Is your novel an autobiographical work or some bits of it are fictional too?

It is not at all fictional. The autobiographical element is in the details of the book. I tried to keep my personal history and autobiography out of it because did not want to write another autobiographical novel.

You have described the course of writing the novel as “the opposite of catharsis” because the entire process put bad feelings into you. Please elucidate this phrase.

People think when you write about an experience, it is a way of exercising some demons out of your mind. All the horror of the drug life that I had left, while I was writing this book I had to come back to. And when I finished writing this book I could not do anything for a year. I felt paralysed. Catharsis is supposed to free you and make you feel lighter but I felt much disturbed.

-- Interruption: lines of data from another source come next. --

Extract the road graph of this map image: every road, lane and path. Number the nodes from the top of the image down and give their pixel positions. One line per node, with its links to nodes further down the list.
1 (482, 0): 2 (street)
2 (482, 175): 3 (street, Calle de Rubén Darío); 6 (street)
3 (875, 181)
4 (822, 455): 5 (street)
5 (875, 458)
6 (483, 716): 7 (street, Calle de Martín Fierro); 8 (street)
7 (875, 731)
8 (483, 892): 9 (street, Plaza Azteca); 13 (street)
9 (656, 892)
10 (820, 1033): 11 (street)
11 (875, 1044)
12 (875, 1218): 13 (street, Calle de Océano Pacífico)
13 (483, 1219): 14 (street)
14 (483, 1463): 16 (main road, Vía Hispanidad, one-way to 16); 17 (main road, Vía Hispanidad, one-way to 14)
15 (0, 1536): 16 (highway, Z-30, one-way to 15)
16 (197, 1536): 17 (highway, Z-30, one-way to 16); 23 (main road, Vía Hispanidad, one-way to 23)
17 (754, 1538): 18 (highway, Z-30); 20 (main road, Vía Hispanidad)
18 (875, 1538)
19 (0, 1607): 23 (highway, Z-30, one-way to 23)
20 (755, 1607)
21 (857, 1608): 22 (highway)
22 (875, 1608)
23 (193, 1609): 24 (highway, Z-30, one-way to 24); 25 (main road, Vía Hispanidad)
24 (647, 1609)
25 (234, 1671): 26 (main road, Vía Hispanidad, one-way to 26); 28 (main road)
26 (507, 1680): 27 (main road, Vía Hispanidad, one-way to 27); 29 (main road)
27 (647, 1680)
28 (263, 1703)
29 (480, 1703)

What all roadblocks did you face in the process of writing the novel and getting it published?

Most of the roadblocks were financial because I had quit my journalism job in NY to become a full time writer and there was the question of how I was going to finance myself while working on the book. My parents gave me a small amount every month and within that I paid my rent, I ate and I put petrol in my car. And that’s how I lived for all those years while writing my book.Salman Rushdie has praised you in one of his recent interviews and has said that you are one of the most promising literary figures in India. What do you like to say about such a compliment coming from a novelist of such a high stature?

Really? Did he say so? Well, I am absolutely honoured.

Readers are curious to know what you are writing next.

I am working on a new book and I hope to finish in a month or two and it will be released in a year.

Please name some books that you would love to read and re-read.

‘Anna Karenina’ by Leo Tolstoy and ‘Gravity’s Rainbow’ by Thomas Pynchon. Also, I want to read Salman Rushdie’s novel which is not available in India, but I will borrow a copy of the book from someone and read it, maybe.

Last but not the least, how would you describe yourself as a person?

I would describe myself as a working man.